1 Mayıs'ın ilk olarak abd'de kutlandigini bilmeyip eylemde "kahrolsun amerika" deyip eve dönerken mcdonal's a ugrayacak ögrencidir.
oysa 3 mayıs'da ki türk tarihcisi nihal atsız'in tek basina sovyet köpekleriyle yaptigi mücadeleyi bilse cok sey degisecek.
türkiye'de "Türk milliyetçiliği"nin Alman faşizmiyle aynı düzeyde tutulmasından başka bir şey değildir.

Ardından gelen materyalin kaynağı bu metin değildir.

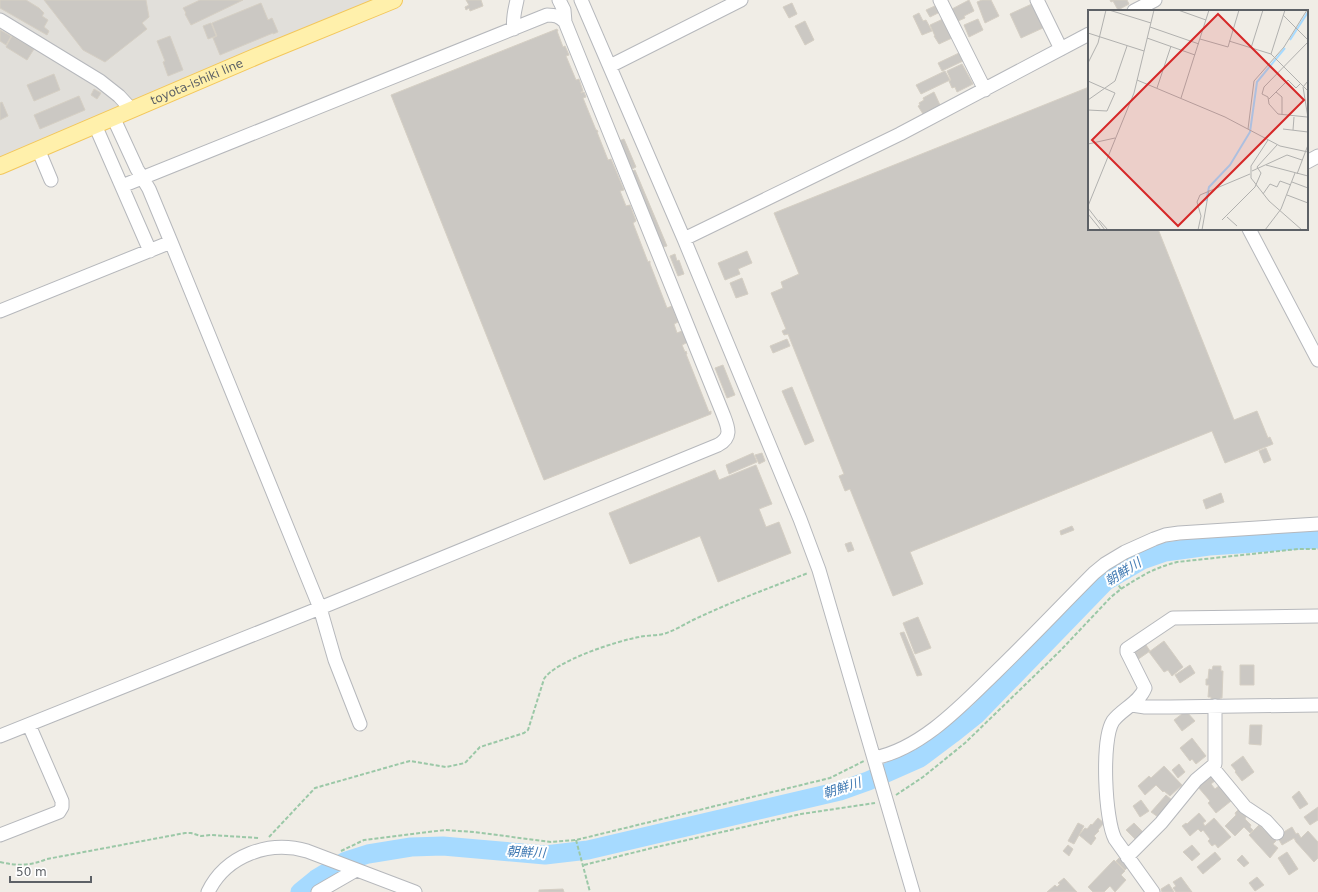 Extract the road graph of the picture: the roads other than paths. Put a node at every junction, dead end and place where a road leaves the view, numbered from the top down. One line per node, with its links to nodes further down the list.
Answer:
1 (394, 0): 17 (main road, toyota-ishiki line)
2 (517, 0): 12 (street)
3 (559, 0): 11 (street)
4 (581, 0): 15 (street)
5 (741, 0): 15 (street)
6 (940, 0): 16 (street)
7 (1037, 0): 14 (street)
8 (1155, 0): 9 (street)
9 (1136, 10)
10 (0, 20): 17 (street)
11 (564, 22): 12 (street); 35 (street)
12 (514, 28): 24 (street)
13 (1088, 35): 14 (street)
14 (1061, 49): 16 (street)
15 (610, 66): 28 (street)
16 (985, 90): 28 (street)
17 (131, 110): 18 (main road, toyota-ishiki line)
18 (113, 117): 19 (main road, toyota-ishiki line); 24 (street)
19 (95, 125): 20 (main road, toyota-ishiki line); 26 (street)
20 (38, 149): 23 (main road, toyota-ishiki line); 25 (street)
21 (1318, 156): 22 (street)
22 (1308, 161)
23 (0, 166)
24 (142, 178): 26 (street); 29 (street)
25 (51, 180)
26 (122, 186): 30 (street)
27 (1250, 230): 32 (street)
28 (684, 239): 43 (street)
29 (171, 242): 30 (street); 35 (street)
30 (150, 251): 31 (street)
31 (0, 311)
32 (1314, 343): 33 (street)
33 (1318, 360)
34 (1318, 524): 43 (street)
35 (320, 608): 40 (street); 41 (street)
36 (1318, 616): 37 (street)
37 (1132, 705): 39 (street); 47 (street)
38 (1318, 705): 39 (street)
39 (1215, 706): 44 (street)
40 (360, 724)
41 (29, 725): 42 (street); 46 (street)
42 (0, 736)
43 (875, 762): 52 (street)
44 (1212, 767): 45 (street); 47 (street)
45 (1277, 833)
46 (0, 835)
47 (1127, 857): 53 (street)
48 (355, 869): 49 (street); 50 (street); 51 (street)
49 (208, 892)
50 (318, 892)
51 (415, 892)
52 (913, 892)
53 (1153, 892)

"Bize milliyetçi derler. Ama, biz öyle milliyetçileriz ki, bizimle işbirliği eden bütün milletlere hürmet ve riayet ederiz. Onların milliyetlerinin bütün icaplarını tanırız. Bizim milliyetçiliğimiz herhalde hodbince ve mağrurca bir milliyetçilik değildir."
"Biz doğrudan doğruya millet severiz ve Türk milliyetçisiyiz. Cumhuriyetimizin dayanağı Türk topluluğudur. Bu topluluğun fertleri ne kadar Türk kültürüyle dolu olursa, o topluluğa dayanan cumhuriyet de o kadar kuvvetli olur."
"Ben her şeyden önce bir Türk milliyetçisiyim. Böyle doğdum. Böyle öleceğim. Türk birliğinin, bir gün hakikat olacağına inancım vardır. Ben görmesem bile, gözlerimi dünyaya onun rüyaları içinde kapayacağım. Türk birliğine inanıyorum, onu görüyorum. Yarının tarihi, yeni fasıllarını Türk birliğiyle açacaktır. Dünya sükununu bu fasıllar içinde bulacaktır. Türk'ün varlığı bu köhne aleme yeni ufuklar açacak, güneş ne demek, ufuk ne demek, o zaman görülecek."
Bunlar atatürk'ün sözleri.
Türk milliyetçiliği'nin görüldüğü üzeri faşizmle uzaktan yakından hiç bir bağlantısı yoktur. 1 mayısı kutlayıp 3 mayısı reddeden kutlamayan kişi; kendi benliğine, kökenine, "Türklüğüne" bir göz atması gerekmektedir.
kendi mensub olduğu etnik kimliğini milli kimliğini iplemeyen özenti gençliktir.türk genci diyemeyiz
zira türk değillerdir.türklük ırk açısından önemli değildir türklüğün bilincine varmak önemlidir.
"ırkçılık - Turancılık davasının gerekçelerinden biri olarak gösterilen Hüseyin Nihal Atsız - Sabahattin Ali davasının 3 Mayıs 1944 tarihli duruşmasından sonra yaşanan "Ankara Nümayışı"'nı anmak amacıyla, ilk defa 3 Mayıs 1945 tarihinde Tophane Askerî hapishanesinde Nihal Atsız, Zeki Velidi Togan, Nejdet Sançar ve Reha Oğuz Türkkan başta olmak üzere 10 mahkûm tarafından kutlanmıştır. Daha sonraki senelerde de devam eden toplantılar Türkçülük Günü (Bayramı) adını almıştır" .
görüldüğü üzere, 3 mayıs, safiyane bir türk günü değil, siyasi bir düşüncenin günüdür. türk gençleri her türlü siyasi görüşe sahip olduklarından, isteyen türk gençleri 1 mayısı, isteyen türk gençleri de 3 mayısı kutlayabilir. hiç kimseye de neden onu kutluyorsun da, bunu kutlamıyorsun denilemez.
her türk'üm diyene faşist diyen arkadaşlarının, kendisini de faşist olarak yaftalayacağını bildiği için kimliğini unutmayı tercih eden ve bu sebeple atalarına ihanet eden gençtir.
şöyle bir silkinip kendine gelmesini tavsiye ediyoruz.